[Collected data]
···
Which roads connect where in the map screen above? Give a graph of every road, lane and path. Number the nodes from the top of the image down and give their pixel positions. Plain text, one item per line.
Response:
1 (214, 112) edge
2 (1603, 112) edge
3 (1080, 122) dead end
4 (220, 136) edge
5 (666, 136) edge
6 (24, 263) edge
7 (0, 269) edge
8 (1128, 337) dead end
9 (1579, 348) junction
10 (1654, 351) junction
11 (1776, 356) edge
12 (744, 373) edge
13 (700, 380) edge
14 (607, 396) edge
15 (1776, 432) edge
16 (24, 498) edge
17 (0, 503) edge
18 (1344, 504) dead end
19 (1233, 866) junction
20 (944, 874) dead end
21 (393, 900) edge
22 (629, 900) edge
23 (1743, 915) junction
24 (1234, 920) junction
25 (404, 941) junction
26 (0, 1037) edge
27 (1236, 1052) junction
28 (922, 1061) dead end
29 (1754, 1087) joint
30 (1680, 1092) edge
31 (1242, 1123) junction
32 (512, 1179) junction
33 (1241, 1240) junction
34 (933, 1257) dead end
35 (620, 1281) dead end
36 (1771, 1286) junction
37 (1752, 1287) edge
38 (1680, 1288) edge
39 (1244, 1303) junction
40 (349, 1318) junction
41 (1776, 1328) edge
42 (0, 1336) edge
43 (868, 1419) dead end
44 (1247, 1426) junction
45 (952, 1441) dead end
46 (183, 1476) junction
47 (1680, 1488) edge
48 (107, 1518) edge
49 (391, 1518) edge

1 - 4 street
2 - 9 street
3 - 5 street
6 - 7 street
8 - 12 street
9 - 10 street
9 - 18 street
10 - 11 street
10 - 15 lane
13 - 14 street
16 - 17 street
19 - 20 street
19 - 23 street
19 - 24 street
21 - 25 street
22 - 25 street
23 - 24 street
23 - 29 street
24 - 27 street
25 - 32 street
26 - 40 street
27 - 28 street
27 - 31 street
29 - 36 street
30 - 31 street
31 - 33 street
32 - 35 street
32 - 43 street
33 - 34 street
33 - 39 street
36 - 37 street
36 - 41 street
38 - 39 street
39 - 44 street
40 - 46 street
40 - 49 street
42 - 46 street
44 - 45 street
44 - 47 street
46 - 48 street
···
* The task:
Take from the entries every line that has the string "dead".

* Result of the exercise:
3 (1080, 122) dead end
8 (1128, 337) dead end
18 (1344, 504) dead end
20 (944, 874) dead end
28 (922, 1061) dead end
34 (933, 1257) dead end
35 (620, 1281) dead end
43 (868, 1419) dead end
45 (952, 1441) dead end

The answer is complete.